Moate railway station is a former railway station which served the town of Moate in County Westmeath, Ireland. Previously a stop on the Midland Great Western Railway's main line to Galway and later on the main route between Dublin and stations in County Mayo, the station was closed in 1987. As of 2015, the line and station at Moate form part of the Athlone to Mullingar Cycleway.

==History==
The station was first opened in 1851, and located on the Midland Great Western Railway's line to Galway. The station formed part of the main route between Dublin, County Galway and County Mayo until 1973, when Córas Iompair Éireann transferred the majority of these services to the Great Southern and Western Railway route from Portarlington. At this point, services were cut back until finally the station was closed in 1987, severing the rail link between Athlone and Mullingar.

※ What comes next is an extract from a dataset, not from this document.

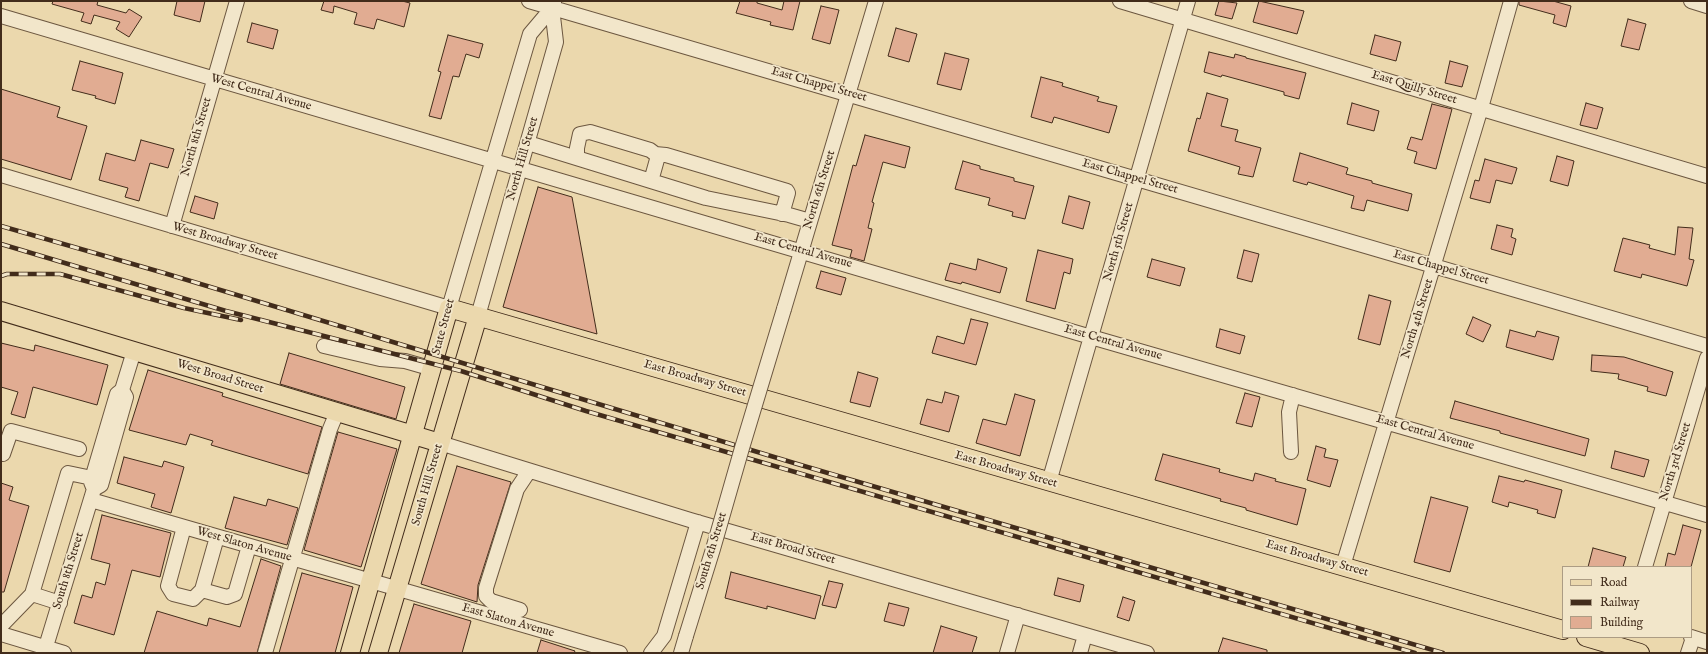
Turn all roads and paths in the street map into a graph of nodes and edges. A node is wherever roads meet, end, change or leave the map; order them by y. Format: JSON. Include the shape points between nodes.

Developments in the Irish economy in the 1990s and 2000s led to a re-evaluation of the need for an extended railway network, and the Irish government's Transport 21 plan had seen several rail expansion projects implemented, to restore several sections of the rail network. However, the line from Mullingar to Athlone via Moate was not included in these proposals, in spite of the Strategic Rail Review which led to the Transport 21 proposals recommending that it be reopened. This led to criticism in 2006 from the local community, and calls for Iarnród Éireann to rethink this. Ultimately however, the line and station remained closed.

==Cycleway==
The proposal to reopen the line was dropped in favour of creating a cycling route known as the Dublin-Galway Greenway. Part of this cycleway uses the Athlone-Mullingar rail route.

Work began in early 2015 including works at Moate station.
The Mullingar (West) to Garrycastle (Athlone East) section of the Galway to Dublin Cycleway was opened on 3 October 2015 by the then Taoiseach Enda Kenny in Moate.

| Preceding station | Disused railways |  |  | Following station |
|---|---|---|---|---|
| Streamstown |  | Iarnród Éireann Dublin-Galway (via Mullingar) |  | Athlone |

== In popular culture ==
The station was used as one of the filming locations for the 1978 movie The First Great Train Robbery, starring Sean Connery and Donald Sutherland.